In contrast, property on Lankershim was selling 6600 sq. ft. for $3,500. The first natural gas line ran in from Burbank to Lankershim, servicing 62 customers. Thanks to the availability of water, the number of homes, churches, orchards and chickens was on the rise. But Lankershim was still fiercely independent. The Chamber of Commerce requested that only teachers who lived in Lankershim be allowed to teach in their community. The theme of the ‘20’s was “Lankershim is Progressive and Impressive.” Edison opened an office, and power lines came from Los Angeles. Residents were asked to put numbers on their houses for identification. In 1927, the town’s name changed from Lankershim to No. Hollywood. (Thank goodness. Could you imagine Lank>La, the newspaper?).

And then came the floods. Between March 1 and 5 1938, 11 inches of rain fell. Homes flooded down the streets and people literally took to rowboats. The situation was so grave that Army engineers were called in to save the Chandler Bridge, which allowed trains to cross the Tujunga Wash. It was saved only to be lost to progress at a later date. In February ‘41, a heavy downpour flooded No. Hollywood yet again. There was an island in the River just off the Campo with about a dozen homes on it, which washed away downstream with their inhabitants. People died. This repetition of disaster led to the building of the Hansen Dam, completed in 1947. Water management in the Valley and all of Los Angeles would continue to be precarious for years to come. Heavy rains continually brought sewage from cesspools running onto the streets. Flood management issues ultimately led to the building of the terminally chic concrete retaining walls in the Los Angeles River and the Tujunga Wash in the 1950’s. Who says it never rains in L.A.?

WWII saw tremendous growth in No. Hollywood. The Aerospace industry and manufacturing lead to the designing of affordable housing for all the workers. Victory Boulevard was named after our boys fighting for our country, and Amelia Earhart became our own personal hero and symbol of the community.

Post WWII beginning in 1946 gave way to yet another rise in population explosion and affordable - suburbia, a “peach of a place to have a home.” By the close of the ‘50’s we had a population of 152,000. Progress went into full swing as there was a push to save the Pacific Electric Red Cars, get the trucks off Lankershim Blvd., widen Vineland Ave., and resurface Lankershim Blvd. The Red Car buckled under the tire and auto industry. Valley Plaza, that current wasteland soon to be redeveloped, became an entity in 1952, anchored by Sears. At the time, Valley Plaza and Laurel Plaza together were reported to be the largest suburban shopping center west of the Mississippi.

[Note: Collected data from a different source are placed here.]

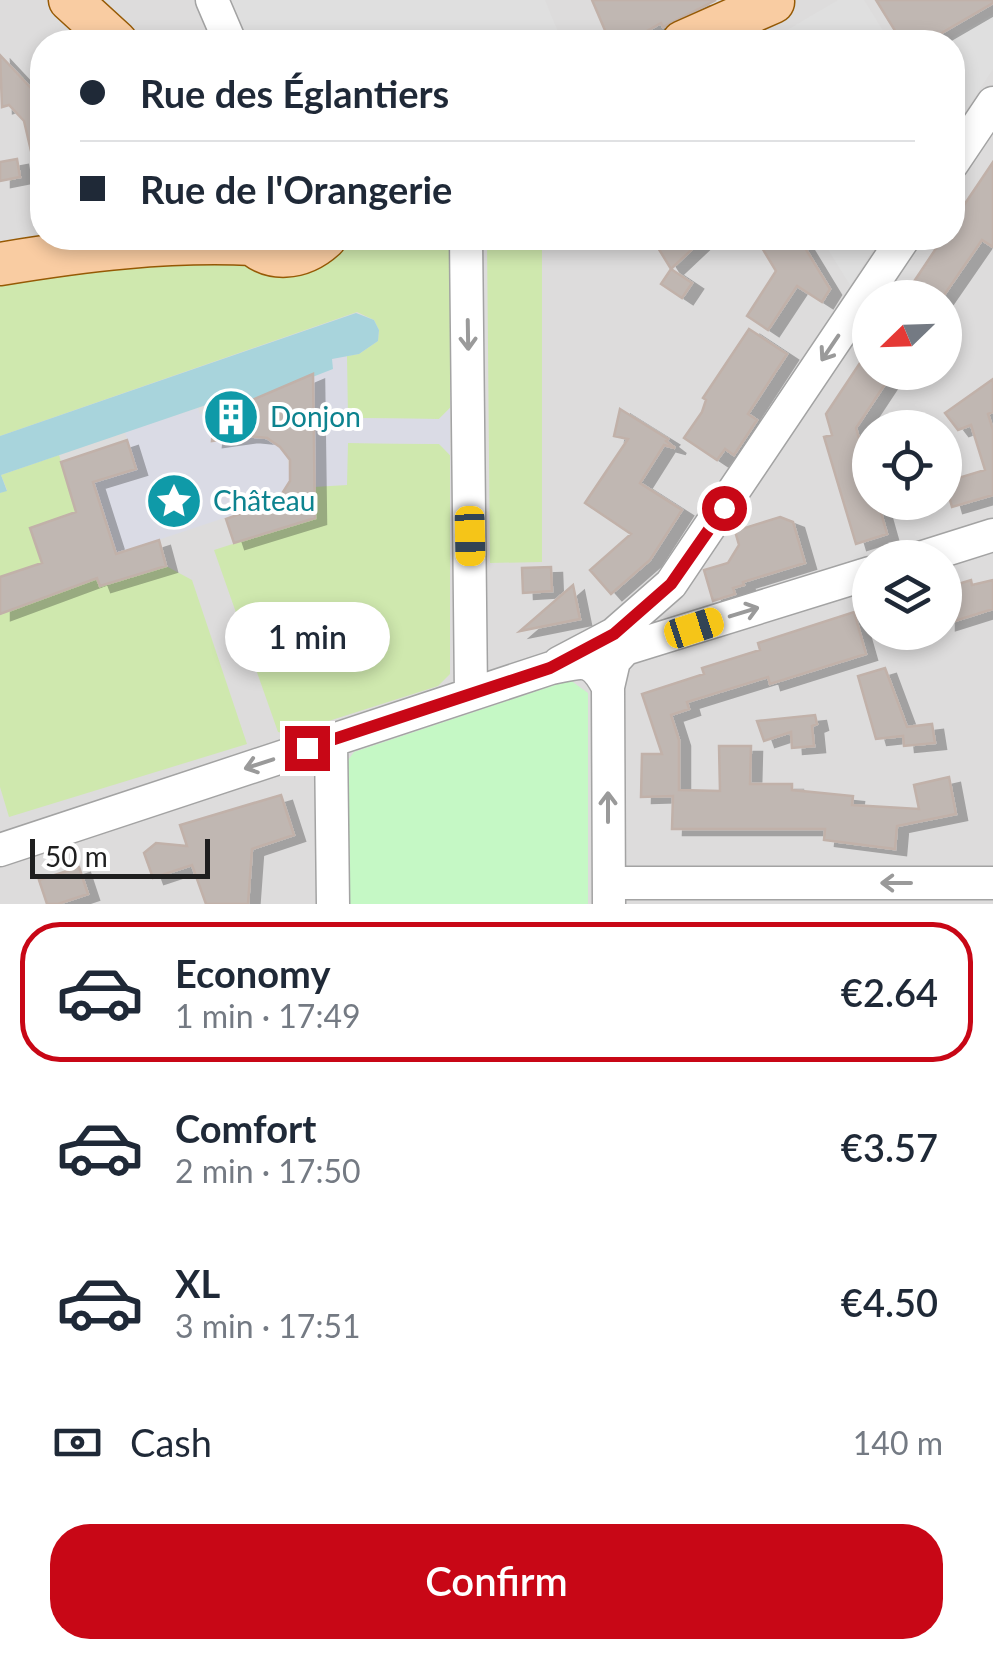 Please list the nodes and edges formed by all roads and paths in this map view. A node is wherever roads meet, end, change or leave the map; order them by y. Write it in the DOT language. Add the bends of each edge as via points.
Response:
graph roads {
  1 [pos="70,0"];
  2 [pos="212,0"];
  3 [pos="775,1"];
  4 [pos="103,30"];
  5 [pos="225,30"];
  6 [pos="711,30"];
  7 [pos="732,30"];
  8 [pos="993,103"];
  9 [pos="965,145"];
  10 [pos="30,239"];
  11 [pos="0,244"];
  12 [pos="95,250"];
  13 [pos="261,250"];
  14 [pos="307,250"];
  15 [pos="466,250"];
  16 [pos="896,250"];
  17 [pos="0,264"];
  18 [pos="993,535"];
  19 [pos="962,545"];
  20 [pos="852,576"];
  21 [pos="651,625"];
  22 [pos="550,668"];
  23 [pos="608,686"];
  24 [pos="471,694"];
  25 [pos="331,740"];
  26 [pos="0,850"];
  27 [pos="993,883"];
  28 [pos="609,893"];
  29 [pos="333,904"];
  1 -- 4 [label="main road"];
  2 -- 5 [label="street"];
  3 -- 6 [label="main road"];
  3 -- 7 [label="main road"];
  8 -- 9 [label="street"];
  10 -- 11 [label="main road"];
  12 -- 17 [label="main road"];
  13 -- 14 [label="main road" via="290,256"];
  15 -- 24 [label="street, one-way"];
  16 -- 21 [label="street, one-way"];
  18 -- 19 [label="street"];
  21 -- 20 [label="street, one-way"];
  21 -- 22 [label="street" via="614,634"];
  21 -- 23 [label="street" via="619,654"];
  22 -- 23 [label="street" via="592,664"];
  22 -- 24 [label="street"];
  28 -- 23 [label="street, one-way"];
  24 -- 25 [label="street"];
  25 -- 26 [label="street, one-way"];
  25 -- 29 [label="street"];
  27 -- 28 [label="street, one-way"];
} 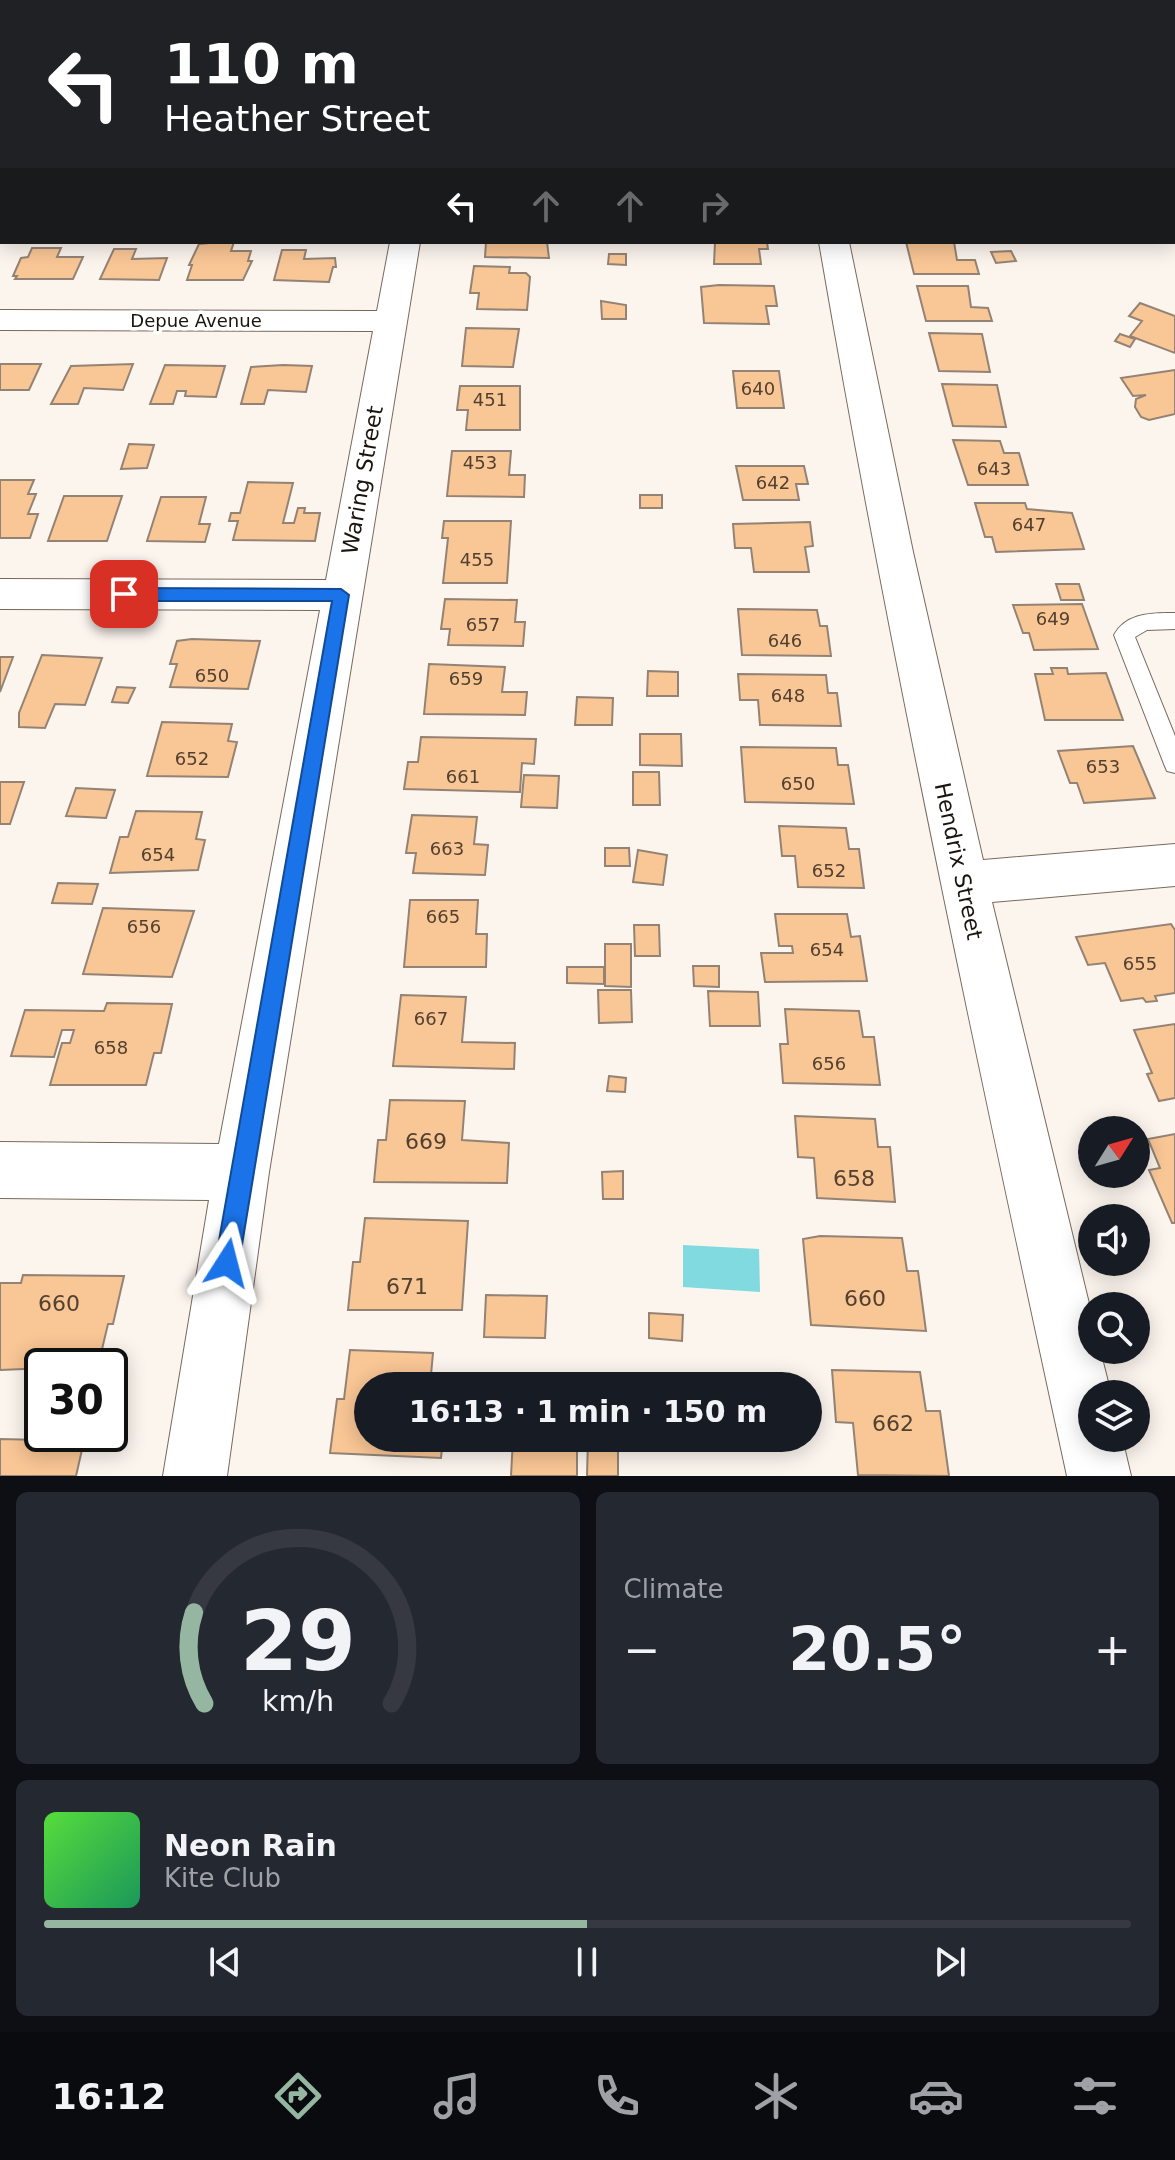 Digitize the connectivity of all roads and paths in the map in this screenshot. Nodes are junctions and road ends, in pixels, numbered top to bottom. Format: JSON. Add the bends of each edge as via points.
{"nodes":[{"id":1,"x":405,"y":244,"type":"edge"},
{"id":2,"x":834,"y":244,"type":"edge"},
{"id":3,"x":0,"y":320,"type":"edge"},
{"id":4,"x":392,"y":321,"type":"junction"},
{"id":5,"x":0,"y":594,"type":"edge"},
{"id":6,"x":341,"y":595,"type":"junction"},
{"id":7,"x":1175,"y":621,"type":"edge"},
{"id":8,"x":1175,"y":764,"type":"edge"},
{"id":9,"x":1175,"y":865,"type":"edge"},
{"id":10,"x":963,"y":883,"type":"junction"},
{"id":11,"x":0,"y":1170,"type":"edge"},
{"id":12,"x":241,"y":1172,"type":"junction"},
{"id":13,"x":195,"y":1476,"type":"edge"},
{"id":14,"x":1099,"y":1476,"type":"edge"}],
"edges":[{"from":1,"to":4,"type":"street","name":"Waring Street"},
{"from":2,"to":10,"type":"street","name":"Hendrix Street"},
{"from":3,"to":4,"type":"street","name":"Depue Avenue"},
{"from":4,"to":6,"type":"street","name":"Waring Street"},
{"from":5,"to":6,"type":"street"},
{"from":6,"to":12,"type":"street","name":"Waring Street"},
{"from":7,"to":8,"type":"lane","via":[[1141,623],[1124,635]]},
{"from":9,"to":10,"type":"street"},
{"from":10,"to":14,"type":"street","name":"Hendrix Street"},
{"from":11,"to":12,"type":"street"},
{"from":12,"to":13,"type":"street","name":"Waring Street"}]}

The 60’s saw urbanization as MCA started studio tours that now bring millions of visitors to Universal City each year. An important impact was the opening of the monstrous Ventura and Hollywood freeways on our bedroom community. By ‘79, the No. Hollywood community had a population of over 200,000. Lankershim Blvd. was a hub for shopping, at Rathburn’s, and movie going, at El Portal, but caved-in to flight and blight, turning into a mecca for hubcaps and hookers by the ‘80s. Theater rats began moving in. The ’94 earthquake just about leveled the remnants of this once fashionable suburban haven.

A group of theater owners and members of the local chamber of commerce, together with Lillian Burkenheim of the Community Redevelopment Agency of the City of Loa Angeles (CRA) were meeting to decide what to do with this plagued neighborhood. They came up with “an arts district” called “NoHo,” and in a little more than a decade, the community has built back up this once vital commercial and residential area. The first projects were the Academy of Television Arts and Sciences, the shopping center on Vineland and Magnolia, and the Hewlett Packard building on the corner of Lankershim and Magnolia.

See article on page 5 about redevelopment projects to break ground within a year and (non) affordable housing in the area. As for the histoy of No. Hollywood, now that I’ve discovered what lurks under the pavement, I will continue to dig deeper. Don’t be surprised to see me in Starbuck’s looking for ghosts.